Cat Ba was indeed very quiet, we book a boat tour at our hostel and we’ll see what happens. We still haven’t seen the sun since the Ha Giang loop so we’re hoping for some good weather. The day starts cold. We are shivering on deck with 5 layers on while most passengers seek refuge on the lower deck. It is a little warmer there because you are out of the wind, but you see little of the bay and that is exactly what we came here for. We remain outside, and fortunately we are prepared for the cold. We found the boat trip surprisingly enjoyable. The nature is very beautiful, but in all honesty we didn’t think it was super spectacular. Just beautiful. The boat tour also includes cycling around the island and a fish pa. Rob’s feet are attacked/massaged by hundreds of fish. Isabelle is a bit more sensitive to the tickling, so she chooses to keep her feet dry.

Cat Ba
Cat Ba
Cat Ba
Cat Ba
Ferry cruise

After a fun day we cycle further to Ha Long Bay. Expectations are high because you don’t put something on a list of 7 wonders of the world for nothing, right?

In any case, the trip across Cat Ba to the ferry is a nice bonus. The road surface is perfect, the nature is beautiful and there is hardly anyone on the road. The ferry to Ha Long Bay is actually also a mini cruise because we sail between the islands to the port.

Cat Ba
Veerboot Cat Ba
Ha Long Bay

Our tactics are the same as in Cat Ba. We book a boat tour at our hostel and we’ll see what happens. The sun should shine again on Monday so that’s a good thing! We book the tour for Monday.

Monday starts with, you guessed it, bad weather. Monday also ends with bad weather, so we don’t see much of Ha Long Bay. But unfortunately we simply cannot control the weather. What annoys us much more is the enormous crowds in Ha Long Bay. We moor a few times to kayak, visit a cave or walk to a viewpoint, but we don’t enjoy it. It’s like you’re waiting in line at Disney World. You can join the back of the line and you shuffle along one step at a time. Ha Long Bay is also more polluted than Lan Ha Bay (but that’s not surprising with 100x more tourists) and it costs about double. And then we still have bad weather!

Ha Long Bay could be stolen from us. Possibly our worst day of traveling in the last 16 months. Ha Long Bay is too crowded. Much and much and much too crowded.

Ha Long Bay
Ha Long Bay
Ha Long Bay
Ha Long Bay
Ha Long Bay

Fortunately, we have a nice hostel with a good kitchen, so we are happy when we get back to our hostel. Our minds can be fully focussed at our next target: China!

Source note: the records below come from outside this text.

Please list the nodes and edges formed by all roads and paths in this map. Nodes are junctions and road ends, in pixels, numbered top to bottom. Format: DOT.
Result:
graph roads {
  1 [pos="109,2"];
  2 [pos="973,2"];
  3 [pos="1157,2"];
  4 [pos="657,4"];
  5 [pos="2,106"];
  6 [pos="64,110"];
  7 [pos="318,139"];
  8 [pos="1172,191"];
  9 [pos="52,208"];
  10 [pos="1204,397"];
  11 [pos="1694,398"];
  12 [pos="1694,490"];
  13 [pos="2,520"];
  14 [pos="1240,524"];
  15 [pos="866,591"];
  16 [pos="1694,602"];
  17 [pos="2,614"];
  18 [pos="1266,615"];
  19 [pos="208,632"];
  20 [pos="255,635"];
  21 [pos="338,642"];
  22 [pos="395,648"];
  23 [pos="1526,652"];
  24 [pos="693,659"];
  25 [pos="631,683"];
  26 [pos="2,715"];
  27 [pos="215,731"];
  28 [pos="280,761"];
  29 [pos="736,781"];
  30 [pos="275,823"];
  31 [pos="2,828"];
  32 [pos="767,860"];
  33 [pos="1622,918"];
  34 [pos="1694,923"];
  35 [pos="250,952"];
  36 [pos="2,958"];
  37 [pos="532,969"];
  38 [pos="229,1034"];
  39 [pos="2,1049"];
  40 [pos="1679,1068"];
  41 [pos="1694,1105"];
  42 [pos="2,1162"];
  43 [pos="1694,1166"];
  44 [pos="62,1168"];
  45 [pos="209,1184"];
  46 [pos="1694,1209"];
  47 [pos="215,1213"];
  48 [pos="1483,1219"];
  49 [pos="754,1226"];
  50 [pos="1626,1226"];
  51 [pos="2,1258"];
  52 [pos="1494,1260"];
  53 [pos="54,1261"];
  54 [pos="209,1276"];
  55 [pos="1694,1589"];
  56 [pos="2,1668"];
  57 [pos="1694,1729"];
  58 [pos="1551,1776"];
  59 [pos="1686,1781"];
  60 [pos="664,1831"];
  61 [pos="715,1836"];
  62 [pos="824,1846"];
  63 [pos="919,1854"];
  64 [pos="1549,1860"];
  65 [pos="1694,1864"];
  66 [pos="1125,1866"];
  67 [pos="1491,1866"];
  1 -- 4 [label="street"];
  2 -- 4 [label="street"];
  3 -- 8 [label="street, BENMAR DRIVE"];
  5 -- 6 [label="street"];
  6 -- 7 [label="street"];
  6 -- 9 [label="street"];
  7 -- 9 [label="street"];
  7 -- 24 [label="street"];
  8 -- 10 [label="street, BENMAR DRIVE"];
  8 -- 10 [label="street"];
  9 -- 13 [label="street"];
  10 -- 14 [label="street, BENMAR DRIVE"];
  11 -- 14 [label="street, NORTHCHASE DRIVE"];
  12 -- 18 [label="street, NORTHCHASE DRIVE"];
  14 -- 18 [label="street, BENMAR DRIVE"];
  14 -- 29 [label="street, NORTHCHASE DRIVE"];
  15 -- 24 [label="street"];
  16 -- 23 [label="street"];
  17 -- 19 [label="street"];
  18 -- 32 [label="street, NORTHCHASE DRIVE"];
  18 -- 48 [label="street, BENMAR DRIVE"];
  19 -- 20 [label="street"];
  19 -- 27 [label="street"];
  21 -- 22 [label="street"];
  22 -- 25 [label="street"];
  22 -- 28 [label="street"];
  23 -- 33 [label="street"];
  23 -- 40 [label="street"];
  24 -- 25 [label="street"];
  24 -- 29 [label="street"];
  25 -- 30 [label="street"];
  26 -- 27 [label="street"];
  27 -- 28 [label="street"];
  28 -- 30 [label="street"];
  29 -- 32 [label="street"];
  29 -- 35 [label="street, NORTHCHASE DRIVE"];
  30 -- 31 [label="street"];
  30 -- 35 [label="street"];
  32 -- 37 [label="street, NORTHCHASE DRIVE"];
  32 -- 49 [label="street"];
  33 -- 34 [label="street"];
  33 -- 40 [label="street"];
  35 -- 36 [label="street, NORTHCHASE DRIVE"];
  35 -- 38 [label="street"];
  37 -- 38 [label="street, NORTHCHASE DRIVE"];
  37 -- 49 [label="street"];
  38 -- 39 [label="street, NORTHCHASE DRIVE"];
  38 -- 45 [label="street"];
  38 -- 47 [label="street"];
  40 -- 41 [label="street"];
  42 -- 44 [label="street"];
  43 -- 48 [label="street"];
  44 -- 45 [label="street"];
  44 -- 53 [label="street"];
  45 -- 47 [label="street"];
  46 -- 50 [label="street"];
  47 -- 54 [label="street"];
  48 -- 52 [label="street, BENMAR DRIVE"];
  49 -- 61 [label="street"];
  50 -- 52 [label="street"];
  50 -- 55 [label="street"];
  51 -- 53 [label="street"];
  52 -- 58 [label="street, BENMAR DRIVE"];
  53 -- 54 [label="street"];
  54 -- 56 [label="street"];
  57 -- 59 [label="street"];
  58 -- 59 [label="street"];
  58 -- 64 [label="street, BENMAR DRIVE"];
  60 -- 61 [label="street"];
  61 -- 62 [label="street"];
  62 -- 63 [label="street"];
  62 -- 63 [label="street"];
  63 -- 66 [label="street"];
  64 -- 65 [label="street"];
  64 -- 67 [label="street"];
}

We’ve had it planned for a long time. Since this year we no longer need a visa. With the caveat that you do not stay in China for more than 15 days. China is quite large, so crossing China in 15 days is simply impossible. But we can reach Hong Kong in 15 days.

We will officially leave Southeast Asia on March 7 2024. We hope that China can show us a completely different Asia again. We are really looking forward to it. A relatively unknown country about which we hear many strange and crazy stories. Let’s go!